**Exercise:**
Exact copies of all the entries are needed.

((

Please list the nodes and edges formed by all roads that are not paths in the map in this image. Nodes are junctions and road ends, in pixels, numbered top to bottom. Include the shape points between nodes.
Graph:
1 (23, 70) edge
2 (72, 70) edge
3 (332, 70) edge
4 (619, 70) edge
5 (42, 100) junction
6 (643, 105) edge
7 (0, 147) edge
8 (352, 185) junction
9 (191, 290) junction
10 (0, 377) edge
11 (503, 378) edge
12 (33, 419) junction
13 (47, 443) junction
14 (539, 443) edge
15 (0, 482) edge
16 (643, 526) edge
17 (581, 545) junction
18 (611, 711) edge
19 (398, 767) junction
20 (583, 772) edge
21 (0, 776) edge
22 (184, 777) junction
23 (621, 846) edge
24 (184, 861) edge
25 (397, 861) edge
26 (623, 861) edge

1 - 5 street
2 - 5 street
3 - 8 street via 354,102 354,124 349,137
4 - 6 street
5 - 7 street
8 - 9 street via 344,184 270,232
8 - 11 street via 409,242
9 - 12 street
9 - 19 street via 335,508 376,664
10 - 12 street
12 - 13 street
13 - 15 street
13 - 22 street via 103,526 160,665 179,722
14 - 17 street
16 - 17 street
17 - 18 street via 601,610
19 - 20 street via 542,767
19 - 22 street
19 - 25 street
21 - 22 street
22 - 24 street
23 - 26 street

))

**Answer to the exercise:**
Please list the nodes and edges formed by all roads that are not paths in the map in this image. Nodes are junctions and road ends, in pixels, numbered top to bottom. Include the shape points between nodes.
Graph:
1 (23, 70) edge
2 (72, 70) edge
3 (332, 70) edge
4 (619, 70) edge
5 (42, 100) junction
6 (643, 105) edge
7 (0, 147) edge
8 (352, 185) junction
9 (191, 290) junction
10 (0, 377) edge
11 (503, 378) edge
12 (33, 419) junction
13 (47, 443) junction
14 (539, 443) edge
15 (0, 482) edge
16 (643, 526) edge
17 (581, 545) junction
18 (611, 711) edge
19 (398, 767) junction
20 (583, 772) edge
21 (0, 776) edge
22 (184, 777) junction
23 (621, 846) edge
24 (184, 861) edge
25 (397, 861) edge
26 (623, 861) edge

1 - 5 street
2 - 5 street
3 - 8 street via 354,102 354,124 349,137
4 - 6 street
5 - 7 street
8 - 9 street via 344,184 270,232
8 - 11 street via 409,242
9 - 12 street
9 - 19 street via 335,508 376,664
10 - 12 street
12 - 13 street
13 - 15 street
13 - 22 street via 103,526 160,665 179,722
14 - 17 street
16 - 17 street
17 - 18 street via 601,610
19 - 20 street via 542,767
19 - 22 street
19 - 25 street
21 - 22 street
22 - 24 street
23 - 26 street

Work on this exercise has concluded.